People had been asking me for some time, and I always felt like my voice was better utilized on the outside as an organizer. And I think I had separated those two things in my mind, that you were either an organizer on the outside or you were an elected official on the inside. The state Senate seat came open, and part of it was I realized that there was nobody — I felt like we needed to have somebody in the race who was going to bring some of the critical issues to the table, and I started thinking about how I had spent 15 years of my life trying to get people in elected office to do the things that we wanted them to do. And why didn't I just go in and try to use that as another platform for organizing?
I also realized how much I wanted to see more diversity in our elected officials. I remember being up and watching the Senate floor one day, the U.S. Senate floor, from the gallery, and realizing how different it looks from the rest of the United States, and that the perspectives that we bring as women of color, as immigrants, are so important and need to be at those tables.

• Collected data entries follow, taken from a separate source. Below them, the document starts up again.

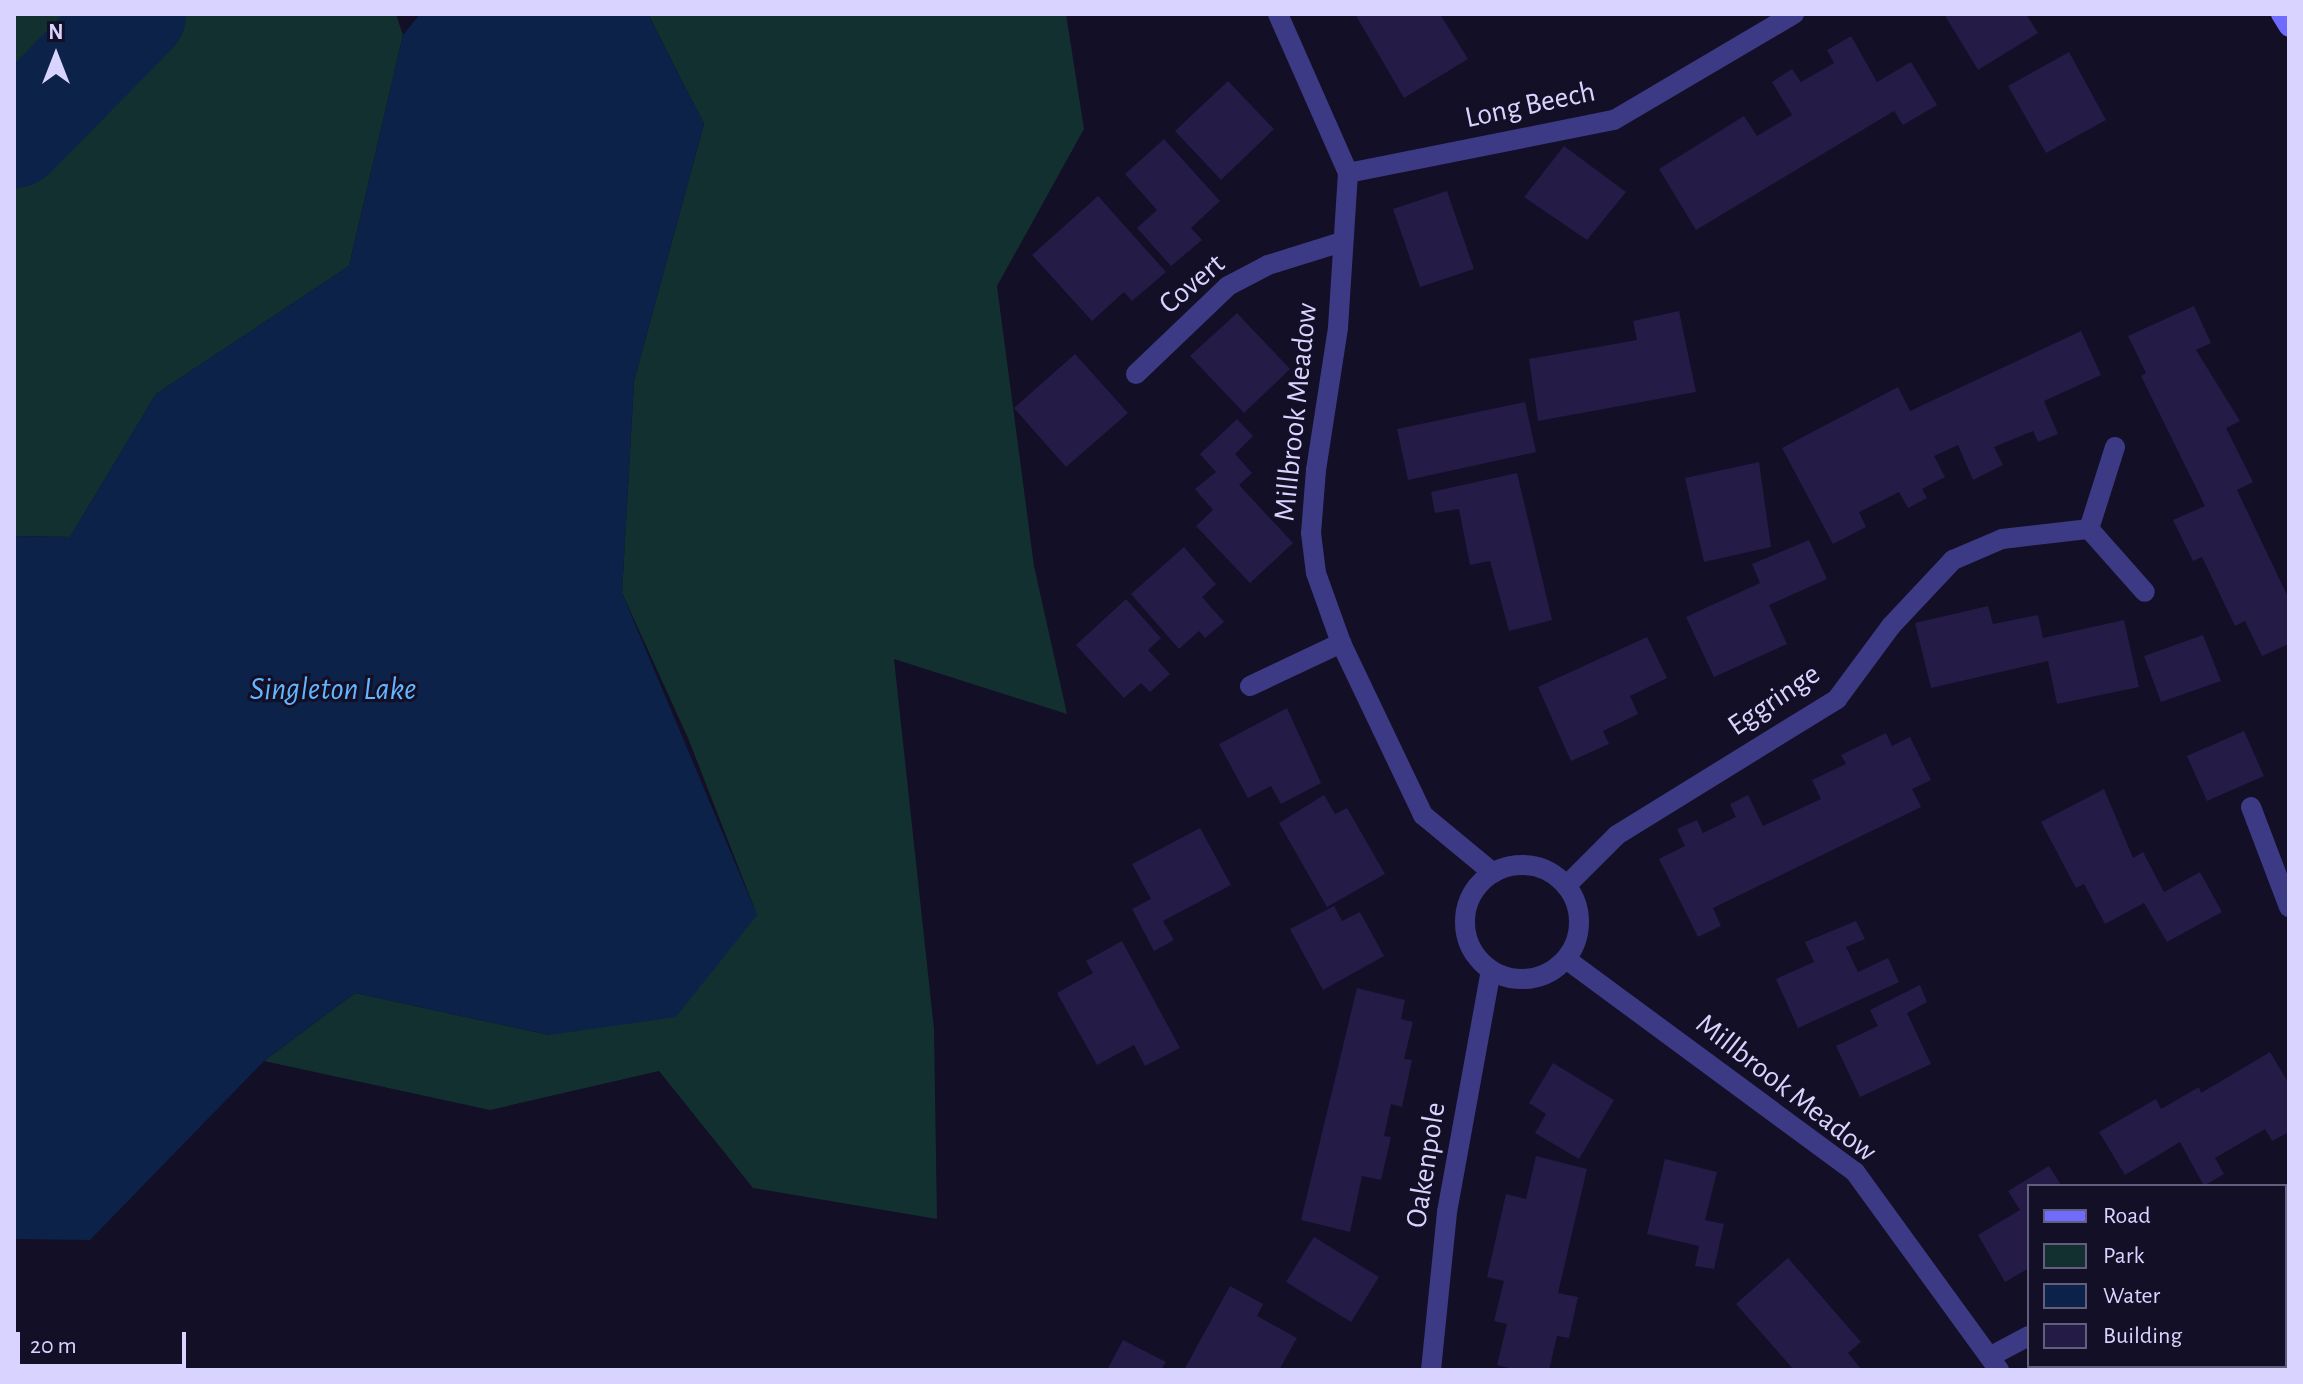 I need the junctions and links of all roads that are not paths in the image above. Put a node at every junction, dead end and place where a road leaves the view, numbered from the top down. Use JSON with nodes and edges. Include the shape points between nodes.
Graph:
{"nodes":[{"id":1,"x":1278,"y":14,"type":"edge"},
{"id":2,"x":1794,"y":14,"type":"edge"},
{"id":3,"x":2281,"y":14,"type":"edge"},
{"id":4,"x":2289,"y":27,"type":"edge"},
{"id":5,"x":1348,"y":173,"type":"junction"},
{"id":6,"x":1342,"y":242,"type":"junction"},
{"id":7,"x":1136,"y":374,"type":"dead end"},
{"id":8,"x":2115,"y":447,"type":"dead end"},
{"id":9,"x":2089,"y":529,"type":"junction"},
{"id":10,"x":2145,"y":592,"type":"dead end"},
{"id":11,"x":1341,"y":643,"type":"junction"},
{"id":12,"x":1250,"y":686,"type":"dead end"},
{"id":13,"x":2251,"y":807,"type":"dead end"},
{"id":14,"x":1493,"y":873,"type":"junction"},
{"id":15,"x":1566,"y":886,"type":"junction"},
{"id":16,"x":2289,"y":907,"type":"edge"},
{"id":17,"x":1566,"y":959,"type":"junction"},
{"id":18,"x":1491,"y":971,"type":"junction"},
{"id":19,"x":2027,"y":1338,"type":"edge"},
{"id":20,"x":1995,"y":1363,"type":"edge"},
{"id":21,"x":1431,"y":1370,"type":"edge"}],
"edges":[{"from":1,"to":5,"type":"street","name":"Millbrook Meadow"},
{"from":2,"to":5,"type":"street","name":"Long Beech","via":[[1614,120]]},
{"from":3,"to":4,"type":"main road"},
{"from":5,"to":6,"type":"street","name":"Millbrook Meadow"},
{"from":6,"to":7,"type":"street","name":"Covert","via":[[1268,265],[1228,286]]},
{"from":6,"to":11,"type":"street","name":"Millbrook Meadow","via":[[1338,328],[1311,533],[1316,573]]},
{"from":8,"to":9,"type":"street"},
{"from":9,"to":10,"type":"street"},
{"from":9,"to":15,"type":"street","name":"Eggringe","via":[[2002,539],[1953,560],[1891,626],[1837,699],[1617,835]]},
{"from":11,"to":12,"type":"street"},
{"from":11,"to":14,"type":"street","name":"Millbrook Meadow","via":[[1423,815]]},
{"from":13,"to":16,"type":"street"},
{"from":14,"to":15,"type":"street","via":[[1526,865]]},
{"from":14,"to":18,"type":"street","via":[[1468,903],[1464,921],[1476,958]]},
{"from":15,"to":17,"type":"street","via":[[1579,922]]},
{"from":17,"to":18,"type":"street","via":[[1554,970],[1522,980]]},
{"from":17,"to":20,"type":"street","name":"Millbrook Meadow","via":[[1855,1172]]},
{"from":18,"to":21,"type":"street","name":"Oakenpole","via":[[1447,1212]]},
{"from":19,"to":20,"type":"street"}]}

Why was it important for you to march yesterday, and why was the actual act of marching important?
It was so important to be there and to see the power of women coming together for the broad agenda that we have. It's not just about our reproductive organs. It's about our wages. It's about our kids. It's about our friends whose kids might get deported. There are so many issues on the table. And women understand what it means to be intersectional. Because we know we can have babies, hold jobs, and lead communities all in the same breath. And so I think to show that the power of women — that we are the majority. And to have millions of people on the streets, more people in Washington, D.C. for the march than for the inauguration, sends a really strong message that we are not backing down. In community after community across the country, we are going to show that women cannot be silenced.
What was the most inspiring moment for you yesterday as you were marching?
I think it was going up on stage and looking out over the sea of people and pussy hats. Just the diversity of the crowd, and the energy of love and generosity, but also fierceness and determination to refuse to stand down.
What do you see as your role in Washington in the Trump era?
We're going to have to continue to help lead, inspire, and be part of a movement that demands equality and justice. Those are ideals that unfortunately this administration and this Congress don't look like they're going to push forward. So we're going to have to be ready to challenge that. And marching is an essential act of resistance. Storytelling is an essential act of resistance. It is part of connecting a policy to the ramifications for the broader movement. So that's going to be part of my role, to really fight back against things that I see coming forward that are unjust, trying to make them better, trying to stop them from happening. And at the same time, to put out a vision, and to hold a vision, of what we're really fighting for, because we can't afford to have people go home and go back to bed, or be depressed. Those things will happen, but we need everybody to stand back up and remind themselves that we need everybody in this movement if we're going to move America forward.
You've taken a hard line against Trump. Do you have any interest in working with him or his supporters in Congress to find common ground?
Absolutely. I mean, I have taken a hard line against the policies and the rhetoric that is divisive and moves us backwards. But if he and Republicans put forward an agenda that I think benefits the American people, then sure, I'll work with them. But there's not a lot of indications of that right now. So I think that's been the hard part about the last couple of months, is I thought maybe he would move from being a divisive candidate to being a unifying president. That's not what happened.
Is there any issue that you can see yourself working with Republicans on?
I think immigration, interestingly – in spite of all the divisive rhetoric, the reality is, and even the speaker, Speaker Ryan, has been for trying to resolve our immigration system. And so I think there is some ground there. [Trump] has talked about infrastructure and jobs, and I'd love to see that happen. But not by reducing taxes on the wealthiest and putting more burden on the poorest. We've got to make sure that we're funding that infrastructure package properly. He has talked about rewriting trade deals so they really benefit workers in the United States. Let's see what happens there.